Geoeconomic tensions are a major concern in East Asia, where the risk is ranked third in Taiwan, China, and Hong Kong for the next two years. The report also specifies that South Korea is among the most exposed countries to U.S. tariff impositions, followed by China, Japan, Canada, and India, in that order. Brazil, the European Union (EU), Indonesia, Ireland, Italy, Kenya, Malaysia, Mexico, and Thailand are also noted as vulnerable.

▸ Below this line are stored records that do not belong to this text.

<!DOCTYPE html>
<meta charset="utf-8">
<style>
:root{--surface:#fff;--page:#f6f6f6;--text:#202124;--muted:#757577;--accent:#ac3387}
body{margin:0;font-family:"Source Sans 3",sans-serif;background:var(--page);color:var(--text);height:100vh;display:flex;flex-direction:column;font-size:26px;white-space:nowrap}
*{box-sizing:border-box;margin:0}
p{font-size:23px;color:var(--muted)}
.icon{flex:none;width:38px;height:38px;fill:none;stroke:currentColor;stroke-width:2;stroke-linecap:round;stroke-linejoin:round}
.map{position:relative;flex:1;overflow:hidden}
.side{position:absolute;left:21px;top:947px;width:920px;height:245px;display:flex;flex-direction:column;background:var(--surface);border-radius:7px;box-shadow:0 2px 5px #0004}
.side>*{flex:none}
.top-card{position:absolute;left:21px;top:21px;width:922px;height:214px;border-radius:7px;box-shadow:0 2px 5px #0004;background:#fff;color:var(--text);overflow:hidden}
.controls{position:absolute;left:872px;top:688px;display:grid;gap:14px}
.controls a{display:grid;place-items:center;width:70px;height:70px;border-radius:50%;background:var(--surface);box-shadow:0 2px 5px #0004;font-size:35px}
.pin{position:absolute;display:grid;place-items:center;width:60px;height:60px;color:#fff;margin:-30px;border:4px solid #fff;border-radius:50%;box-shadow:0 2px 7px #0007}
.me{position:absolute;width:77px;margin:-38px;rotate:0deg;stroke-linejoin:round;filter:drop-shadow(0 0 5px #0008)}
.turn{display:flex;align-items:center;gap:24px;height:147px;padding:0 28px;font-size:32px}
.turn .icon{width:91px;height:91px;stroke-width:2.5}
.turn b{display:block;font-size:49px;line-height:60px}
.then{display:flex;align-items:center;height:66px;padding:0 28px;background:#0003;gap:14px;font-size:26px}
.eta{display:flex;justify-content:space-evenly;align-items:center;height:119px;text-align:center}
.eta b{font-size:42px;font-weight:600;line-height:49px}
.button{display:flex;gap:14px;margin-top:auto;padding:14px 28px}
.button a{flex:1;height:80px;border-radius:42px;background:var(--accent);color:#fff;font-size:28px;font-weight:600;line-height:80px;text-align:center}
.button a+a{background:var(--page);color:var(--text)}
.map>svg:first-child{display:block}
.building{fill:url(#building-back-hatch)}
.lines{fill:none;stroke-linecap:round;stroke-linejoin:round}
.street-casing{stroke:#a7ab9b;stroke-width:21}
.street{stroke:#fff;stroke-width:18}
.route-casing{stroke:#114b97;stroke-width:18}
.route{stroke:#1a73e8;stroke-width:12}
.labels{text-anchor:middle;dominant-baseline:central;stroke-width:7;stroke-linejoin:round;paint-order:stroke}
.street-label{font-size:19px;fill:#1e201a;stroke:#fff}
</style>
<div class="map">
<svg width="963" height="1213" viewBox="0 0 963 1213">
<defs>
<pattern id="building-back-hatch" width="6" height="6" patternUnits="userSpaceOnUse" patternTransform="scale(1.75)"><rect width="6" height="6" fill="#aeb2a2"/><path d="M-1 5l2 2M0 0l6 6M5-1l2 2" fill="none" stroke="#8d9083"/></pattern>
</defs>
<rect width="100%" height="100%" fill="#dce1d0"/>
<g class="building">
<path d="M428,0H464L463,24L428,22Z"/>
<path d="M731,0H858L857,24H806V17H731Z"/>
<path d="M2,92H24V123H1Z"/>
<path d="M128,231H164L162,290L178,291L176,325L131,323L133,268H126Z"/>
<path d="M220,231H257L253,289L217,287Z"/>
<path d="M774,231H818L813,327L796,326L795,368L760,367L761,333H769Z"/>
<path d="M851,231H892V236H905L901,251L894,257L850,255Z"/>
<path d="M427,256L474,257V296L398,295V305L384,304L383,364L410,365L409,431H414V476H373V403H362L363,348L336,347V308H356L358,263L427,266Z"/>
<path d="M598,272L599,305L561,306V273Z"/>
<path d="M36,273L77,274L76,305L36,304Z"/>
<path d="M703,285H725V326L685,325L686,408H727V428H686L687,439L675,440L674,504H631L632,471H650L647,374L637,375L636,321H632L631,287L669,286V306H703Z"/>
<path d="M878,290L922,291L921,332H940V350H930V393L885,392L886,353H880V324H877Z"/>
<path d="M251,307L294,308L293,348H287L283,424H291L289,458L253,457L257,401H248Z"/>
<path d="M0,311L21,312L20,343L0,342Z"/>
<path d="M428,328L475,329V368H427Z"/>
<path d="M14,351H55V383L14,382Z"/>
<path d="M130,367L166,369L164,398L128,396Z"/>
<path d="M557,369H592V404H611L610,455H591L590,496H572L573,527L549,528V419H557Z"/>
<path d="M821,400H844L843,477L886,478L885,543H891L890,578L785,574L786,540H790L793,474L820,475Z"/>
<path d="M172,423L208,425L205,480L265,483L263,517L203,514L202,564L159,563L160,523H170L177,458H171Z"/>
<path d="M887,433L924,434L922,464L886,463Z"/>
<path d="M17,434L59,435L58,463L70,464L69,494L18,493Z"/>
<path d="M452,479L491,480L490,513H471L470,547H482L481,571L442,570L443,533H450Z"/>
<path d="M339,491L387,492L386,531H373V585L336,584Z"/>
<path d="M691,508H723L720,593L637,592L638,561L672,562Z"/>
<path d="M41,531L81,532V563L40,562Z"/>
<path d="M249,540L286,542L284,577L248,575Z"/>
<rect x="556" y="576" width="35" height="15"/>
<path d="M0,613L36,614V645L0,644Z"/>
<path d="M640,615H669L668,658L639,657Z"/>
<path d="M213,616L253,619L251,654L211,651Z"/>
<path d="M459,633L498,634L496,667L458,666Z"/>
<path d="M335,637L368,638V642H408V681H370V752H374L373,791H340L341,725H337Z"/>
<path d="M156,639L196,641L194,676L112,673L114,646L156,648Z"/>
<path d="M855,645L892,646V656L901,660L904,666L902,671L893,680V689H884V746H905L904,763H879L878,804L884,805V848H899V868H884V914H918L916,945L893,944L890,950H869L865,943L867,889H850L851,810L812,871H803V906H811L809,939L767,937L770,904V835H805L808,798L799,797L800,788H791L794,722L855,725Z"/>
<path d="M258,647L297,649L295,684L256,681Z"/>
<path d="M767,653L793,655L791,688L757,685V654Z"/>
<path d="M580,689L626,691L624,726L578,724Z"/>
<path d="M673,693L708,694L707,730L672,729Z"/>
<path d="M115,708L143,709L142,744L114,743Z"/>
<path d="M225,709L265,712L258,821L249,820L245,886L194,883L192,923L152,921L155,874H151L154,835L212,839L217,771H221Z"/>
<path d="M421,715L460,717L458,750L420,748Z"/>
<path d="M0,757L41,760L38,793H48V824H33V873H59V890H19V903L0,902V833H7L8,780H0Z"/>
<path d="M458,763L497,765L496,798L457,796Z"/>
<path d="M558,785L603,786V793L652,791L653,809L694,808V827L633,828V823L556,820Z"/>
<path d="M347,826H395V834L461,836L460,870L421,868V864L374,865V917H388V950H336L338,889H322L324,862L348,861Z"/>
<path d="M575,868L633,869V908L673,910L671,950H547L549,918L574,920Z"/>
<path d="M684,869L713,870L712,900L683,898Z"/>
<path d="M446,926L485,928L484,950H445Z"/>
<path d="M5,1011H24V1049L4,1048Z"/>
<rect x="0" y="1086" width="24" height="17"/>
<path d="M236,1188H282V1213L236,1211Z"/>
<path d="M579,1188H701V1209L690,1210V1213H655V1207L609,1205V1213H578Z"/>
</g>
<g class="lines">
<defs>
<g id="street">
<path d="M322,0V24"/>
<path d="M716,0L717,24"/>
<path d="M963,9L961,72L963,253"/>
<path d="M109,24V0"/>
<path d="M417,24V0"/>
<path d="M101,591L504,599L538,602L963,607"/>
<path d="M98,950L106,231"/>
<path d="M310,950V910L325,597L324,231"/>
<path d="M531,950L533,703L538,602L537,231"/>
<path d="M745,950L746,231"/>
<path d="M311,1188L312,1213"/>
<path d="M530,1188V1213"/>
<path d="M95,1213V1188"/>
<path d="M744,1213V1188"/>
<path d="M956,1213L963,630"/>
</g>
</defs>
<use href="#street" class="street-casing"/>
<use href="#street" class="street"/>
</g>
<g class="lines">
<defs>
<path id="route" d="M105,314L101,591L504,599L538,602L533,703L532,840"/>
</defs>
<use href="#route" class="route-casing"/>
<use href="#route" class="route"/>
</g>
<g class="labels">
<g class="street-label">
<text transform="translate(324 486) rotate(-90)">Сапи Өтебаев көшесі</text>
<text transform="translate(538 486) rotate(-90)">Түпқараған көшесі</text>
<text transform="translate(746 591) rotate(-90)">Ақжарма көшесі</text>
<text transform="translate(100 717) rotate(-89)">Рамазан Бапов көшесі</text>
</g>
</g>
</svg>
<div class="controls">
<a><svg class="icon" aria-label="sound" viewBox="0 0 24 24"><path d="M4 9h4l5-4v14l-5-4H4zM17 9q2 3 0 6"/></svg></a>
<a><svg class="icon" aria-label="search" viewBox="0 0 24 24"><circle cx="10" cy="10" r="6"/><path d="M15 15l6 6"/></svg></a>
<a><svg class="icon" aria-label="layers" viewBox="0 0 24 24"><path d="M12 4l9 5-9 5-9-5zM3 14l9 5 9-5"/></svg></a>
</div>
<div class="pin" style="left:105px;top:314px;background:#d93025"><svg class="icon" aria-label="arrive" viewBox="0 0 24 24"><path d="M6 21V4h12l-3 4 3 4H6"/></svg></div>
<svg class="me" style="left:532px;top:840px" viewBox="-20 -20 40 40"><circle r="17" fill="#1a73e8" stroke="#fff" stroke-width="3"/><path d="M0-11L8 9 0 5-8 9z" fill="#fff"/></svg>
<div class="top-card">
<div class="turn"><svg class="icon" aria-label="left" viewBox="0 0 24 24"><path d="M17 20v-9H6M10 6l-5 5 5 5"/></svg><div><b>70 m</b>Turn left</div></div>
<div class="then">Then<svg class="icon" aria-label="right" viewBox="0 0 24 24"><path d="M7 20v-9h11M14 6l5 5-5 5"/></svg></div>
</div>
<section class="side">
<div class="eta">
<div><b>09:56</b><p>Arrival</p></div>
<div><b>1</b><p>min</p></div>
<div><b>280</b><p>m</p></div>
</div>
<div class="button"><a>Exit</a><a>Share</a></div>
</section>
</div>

- In general, the current fragmentation of the global economy will weaken the multilateral cooperation needed in various areas, from technological innovation to global health, energy, and infrastructure. “This will leave the world less prepared for the next pandemic and will push some humanitarian and public health issues lower on the global agenda,” concludes the World Economic Forum report.
What can be done to minimize this confrontation?
The World Economic Forum report outlines three actions to help mitigate the impact of this global confrontation.
1. Foster multilateralism through global treaties and agreements, with a particular emphasis on reforming the WTO to address conflict resolution, tariff imposition rules, and issues related to digital trade.
2. Build strategic relationships through “profound” regional agreements.
3. Strengthen the resilience of the domestic economy by enhancing the financial sector and investing in education, healthcare, and infrastructure.